Jaringan Narkoba Internasional di LP Tanjung Gusta Masih Diselidiki

- detikNews
Kamis, 22 Des 2011 13:44 WIB
Jakarta - BNN masih menyelidiki jaringan bandar narkoba Anli Yusuf alias Mami yang ditangkap di dalam penjara Lembaga Pemasarakatan (Lapas) Tanjung Gusta Medan. Modus penjualan narkoba dari dalam penjara ini juga masih didalami.

"Jaringan dan modus masih kita terus selidiki," kata Direktur pengawasan tahanan barang bukti dan aset BNN Sri Kuntjoro Hendropranoto di kantor BNN di Cawang, Jawa Timur, Kamis (22/12/2011).

Kuntjoro mengatakan memang ditemukan bukti adanya narkotika. Selain itu juga ditemukan uang dan pembicaraan melalui alat komunikasi tentang transaksi.
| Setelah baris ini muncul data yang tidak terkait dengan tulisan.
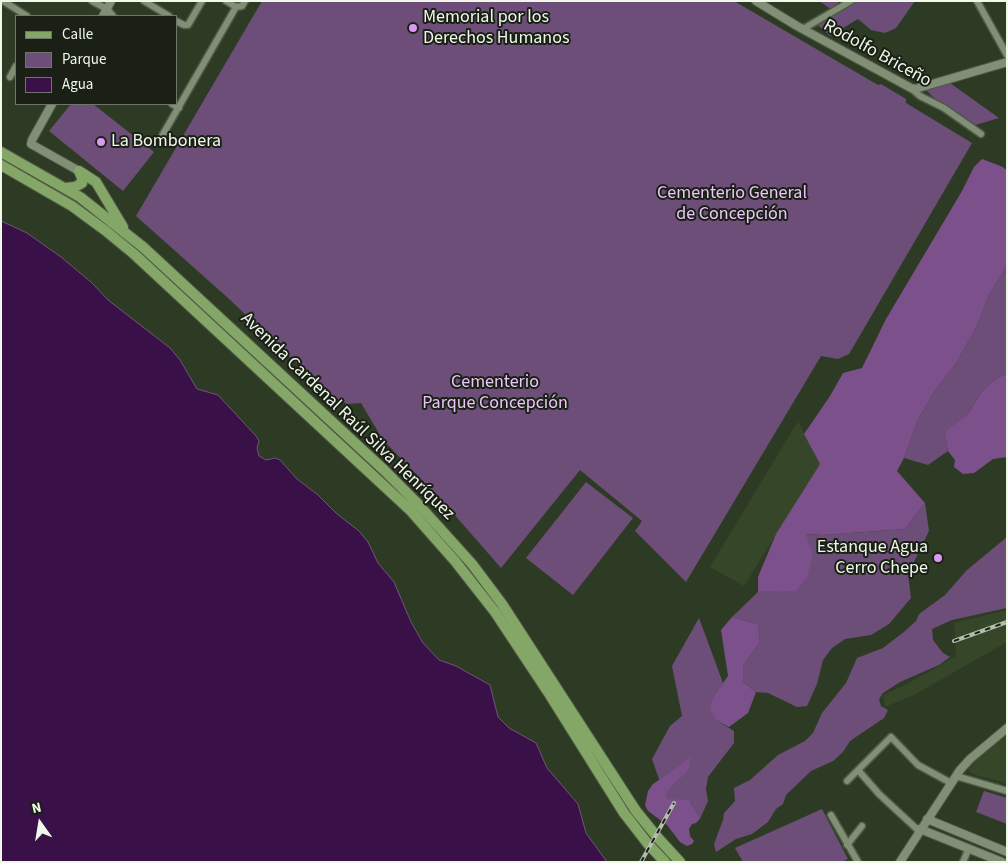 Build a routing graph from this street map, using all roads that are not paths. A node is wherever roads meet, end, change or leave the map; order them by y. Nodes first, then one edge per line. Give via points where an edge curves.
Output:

SCROLL TO CONTINUE WITH CONTENT

"Memang ditemukan ada bukti ada indikasi narkotika, ada sejumlah uang dan pembicaraan lewat alat komunikasi tentang transaksi," katanya.

Sebelumnya, Badan Narkotika Nasional (BNN) dan Wakil Menteri Hukum dan HAM, Denny Indrayana, menggerebek Lembaga Pemasarakatan (Lapas) Tanjung Gusta Medan, Rabu (21/12/2011) pagi. Dalam penggerebekan, petugas mengamankan Anli Yusuf alias Mami.

Keterangan yang diperoleh menyebutkan, penggerebekan dilakukan secara mendadak saat semua tahanan wanita Kelas 2 A sedang tertidur lelap sekitar pukul 03.00 WIB. Anli sendiri sempat terkejut saat petugas BBN dan Wamenkumham Denny Indrayana masuk ke kamar Anli.

Dari kamar Anli, petugas mengamankan sejumlah barang bukti, termasuk uang Rp 25 juta yang tersimpan di brankas kecil di dalam kamar. Selain menemukan uang, petugas juga menemukan sejumlah barang mewah seperti tv LCD dan DVD Player.